Instructions to follow: Copy each line from the listing below where the word "Trenkova" shows up.

Information Block Start

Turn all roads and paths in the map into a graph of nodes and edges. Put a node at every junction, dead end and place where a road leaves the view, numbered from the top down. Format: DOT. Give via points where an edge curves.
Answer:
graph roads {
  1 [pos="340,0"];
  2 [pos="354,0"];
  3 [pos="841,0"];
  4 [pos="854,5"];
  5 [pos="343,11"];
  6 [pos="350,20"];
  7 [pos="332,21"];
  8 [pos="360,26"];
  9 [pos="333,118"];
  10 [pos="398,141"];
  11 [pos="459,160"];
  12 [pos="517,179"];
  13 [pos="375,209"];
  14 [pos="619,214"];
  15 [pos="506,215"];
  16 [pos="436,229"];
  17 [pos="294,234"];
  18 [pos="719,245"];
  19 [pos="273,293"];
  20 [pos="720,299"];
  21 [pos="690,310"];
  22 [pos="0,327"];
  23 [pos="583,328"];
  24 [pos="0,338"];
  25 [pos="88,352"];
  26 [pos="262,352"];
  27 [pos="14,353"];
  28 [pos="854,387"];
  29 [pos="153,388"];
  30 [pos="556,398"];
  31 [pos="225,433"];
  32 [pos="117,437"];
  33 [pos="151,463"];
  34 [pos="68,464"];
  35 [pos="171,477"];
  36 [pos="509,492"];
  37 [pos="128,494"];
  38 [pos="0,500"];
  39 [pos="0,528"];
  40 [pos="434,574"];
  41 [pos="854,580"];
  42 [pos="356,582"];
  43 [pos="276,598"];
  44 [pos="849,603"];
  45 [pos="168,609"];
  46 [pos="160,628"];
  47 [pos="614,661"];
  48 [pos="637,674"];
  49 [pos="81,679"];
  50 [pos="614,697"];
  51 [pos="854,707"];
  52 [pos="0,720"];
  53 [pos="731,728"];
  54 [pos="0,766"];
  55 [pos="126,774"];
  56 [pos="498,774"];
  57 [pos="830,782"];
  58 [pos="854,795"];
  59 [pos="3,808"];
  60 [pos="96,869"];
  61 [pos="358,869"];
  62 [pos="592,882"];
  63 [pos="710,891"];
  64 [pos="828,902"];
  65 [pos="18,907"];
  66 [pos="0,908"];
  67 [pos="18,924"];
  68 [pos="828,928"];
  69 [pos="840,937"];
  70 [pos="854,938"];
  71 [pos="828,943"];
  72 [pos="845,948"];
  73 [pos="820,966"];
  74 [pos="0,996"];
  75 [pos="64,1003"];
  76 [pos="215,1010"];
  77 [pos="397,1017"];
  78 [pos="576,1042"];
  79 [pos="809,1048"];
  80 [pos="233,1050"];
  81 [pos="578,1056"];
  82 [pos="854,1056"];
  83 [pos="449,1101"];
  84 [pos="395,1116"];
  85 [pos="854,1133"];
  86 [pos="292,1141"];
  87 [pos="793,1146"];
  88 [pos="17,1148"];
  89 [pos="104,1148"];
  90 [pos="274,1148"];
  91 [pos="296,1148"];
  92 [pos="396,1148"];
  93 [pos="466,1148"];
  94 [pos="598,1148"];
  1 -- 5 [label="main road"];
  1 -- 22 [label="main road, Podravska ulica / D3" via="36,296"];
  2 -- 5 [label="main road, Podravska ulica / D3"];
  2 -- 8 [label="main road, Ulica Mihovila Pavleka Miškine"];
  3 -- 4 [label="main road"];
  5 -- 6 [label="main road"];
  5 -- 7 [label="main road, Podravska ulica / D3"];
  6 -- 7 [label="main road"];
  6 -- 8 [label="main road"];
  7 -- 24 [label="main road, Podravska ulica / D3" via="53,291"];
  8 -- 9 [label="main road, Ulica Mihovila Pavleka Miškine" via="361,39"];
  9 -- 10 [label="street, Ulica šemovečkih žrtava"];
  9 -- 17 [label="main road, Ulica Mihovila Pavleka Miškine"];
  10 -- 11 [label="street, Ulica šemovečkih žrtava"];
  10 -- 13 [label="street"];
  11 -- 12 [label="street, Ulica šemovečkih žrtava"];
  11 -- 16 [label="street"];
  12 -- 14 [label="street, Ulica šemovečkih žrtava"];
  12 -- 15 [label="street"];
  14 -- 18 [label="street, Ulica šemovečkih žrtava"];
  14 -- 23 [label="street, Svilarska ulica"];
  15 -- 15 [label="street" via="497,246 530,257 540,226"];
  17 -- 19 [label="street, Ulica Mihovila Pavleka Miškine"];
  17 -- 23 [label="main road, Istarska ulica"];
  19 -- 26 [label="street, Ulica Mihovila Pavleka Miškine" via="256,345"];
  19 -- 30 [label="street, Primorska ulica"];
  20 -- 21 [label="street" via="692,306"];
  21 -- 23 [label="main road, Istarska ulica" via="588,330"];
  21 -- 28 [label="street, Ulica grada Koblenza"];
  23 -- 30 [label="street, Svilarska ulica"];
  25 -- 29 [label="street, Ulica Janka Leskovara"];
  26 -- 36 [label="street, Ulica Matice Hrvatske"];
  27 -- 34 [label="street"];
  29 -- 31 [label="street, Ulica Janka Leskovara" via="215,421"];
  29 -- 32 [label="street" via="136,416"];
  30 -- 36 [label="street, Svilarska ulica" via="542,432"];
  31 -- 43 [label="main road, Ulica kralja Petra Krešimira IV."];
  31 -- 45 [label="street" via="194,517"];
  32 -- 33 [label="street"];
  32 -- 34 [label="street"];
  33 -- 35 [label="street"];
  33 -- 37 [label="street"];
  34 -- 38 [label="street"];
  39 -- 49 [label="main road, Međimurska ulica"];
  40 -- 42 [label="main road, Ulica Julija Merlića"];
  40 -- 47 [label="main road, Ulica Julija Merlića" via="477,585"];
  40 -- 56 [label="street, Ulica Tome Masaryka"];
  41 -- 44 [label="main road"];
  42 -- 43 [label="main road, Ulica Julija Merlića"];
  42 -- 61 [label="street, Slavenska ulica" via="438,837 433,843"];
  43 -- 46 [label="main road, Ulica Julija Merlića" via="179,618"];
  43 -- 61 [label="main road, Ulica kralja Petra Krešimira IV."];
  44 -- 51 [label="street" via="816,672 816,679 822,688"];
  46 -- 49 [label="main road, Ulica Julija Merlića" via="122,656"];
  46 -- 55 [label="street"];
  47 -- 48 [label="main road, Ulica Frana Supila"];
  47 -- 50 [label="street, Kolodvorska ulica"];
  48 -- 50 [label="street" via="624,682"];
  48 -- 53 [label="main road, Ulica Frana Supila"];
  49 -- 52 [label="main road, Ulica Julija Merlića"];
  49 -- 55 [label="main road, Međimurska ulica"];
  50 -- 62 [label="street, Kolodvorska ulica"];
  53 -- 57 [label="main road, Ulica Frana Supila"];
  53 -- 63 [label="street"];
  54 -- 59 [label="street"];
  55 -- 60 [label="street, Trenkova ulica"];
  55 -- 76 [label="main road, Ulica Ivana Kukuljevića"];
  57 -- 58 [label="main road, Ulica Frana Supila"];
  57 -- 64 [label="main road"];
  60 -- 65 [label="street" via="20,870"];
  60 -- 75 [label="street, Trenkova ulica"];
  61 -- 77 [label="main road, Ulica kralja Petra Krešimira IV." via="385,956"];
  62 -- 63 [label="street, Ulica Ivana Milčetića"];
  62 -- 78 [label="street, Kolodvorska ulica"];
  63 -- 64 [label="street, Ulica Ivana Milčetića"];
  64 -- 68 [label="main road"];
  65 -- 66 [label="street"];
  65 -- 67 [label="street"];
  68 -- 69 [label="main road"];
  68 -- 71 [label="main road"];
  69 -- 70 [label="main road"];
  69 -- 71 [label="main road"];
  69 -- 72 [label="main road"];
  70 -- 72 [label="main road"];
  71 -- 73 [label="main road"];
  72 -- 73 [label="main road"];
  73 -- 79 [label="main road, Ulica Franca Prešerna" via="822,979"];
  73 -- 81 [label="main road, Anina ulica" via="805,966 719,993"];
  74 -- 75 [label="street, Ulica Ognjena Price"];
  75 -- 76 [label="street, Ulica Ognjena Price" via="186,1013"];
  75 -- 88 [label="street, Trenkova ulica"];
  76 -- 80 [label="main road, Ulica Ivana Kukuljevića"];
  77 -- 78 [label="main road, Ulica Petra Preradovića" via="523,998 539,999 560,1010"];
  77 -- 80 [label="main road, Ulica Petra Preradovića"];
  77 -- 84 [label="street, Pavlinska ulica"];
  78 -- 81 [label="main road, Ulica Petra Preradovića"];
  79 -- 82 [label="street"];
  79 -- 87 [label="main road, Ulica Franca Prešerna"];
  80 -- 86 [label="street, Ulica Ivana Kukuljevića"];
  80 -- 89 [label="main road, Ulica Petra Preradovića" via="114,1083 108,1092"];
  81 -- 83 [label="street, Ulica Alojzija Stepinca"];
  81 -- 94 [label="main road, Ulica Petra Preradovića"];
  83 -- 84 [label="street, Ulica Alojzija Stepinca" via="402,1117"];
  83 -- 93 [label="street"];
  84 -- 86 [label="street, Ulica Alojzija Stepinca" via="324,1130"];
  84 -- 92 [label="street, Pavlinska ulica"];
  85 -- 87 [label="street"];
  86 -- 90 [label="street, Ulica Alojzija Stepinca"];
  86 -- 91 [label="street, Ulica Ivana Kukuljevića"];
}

Information Block End

Solution for this task:
  55 -- 60 [label="street, Trenkova ulica"];
  60 -- 75 [label="street, Trenkova ulica"];
  75 -- 88 [label="street, Trenkova ulica"];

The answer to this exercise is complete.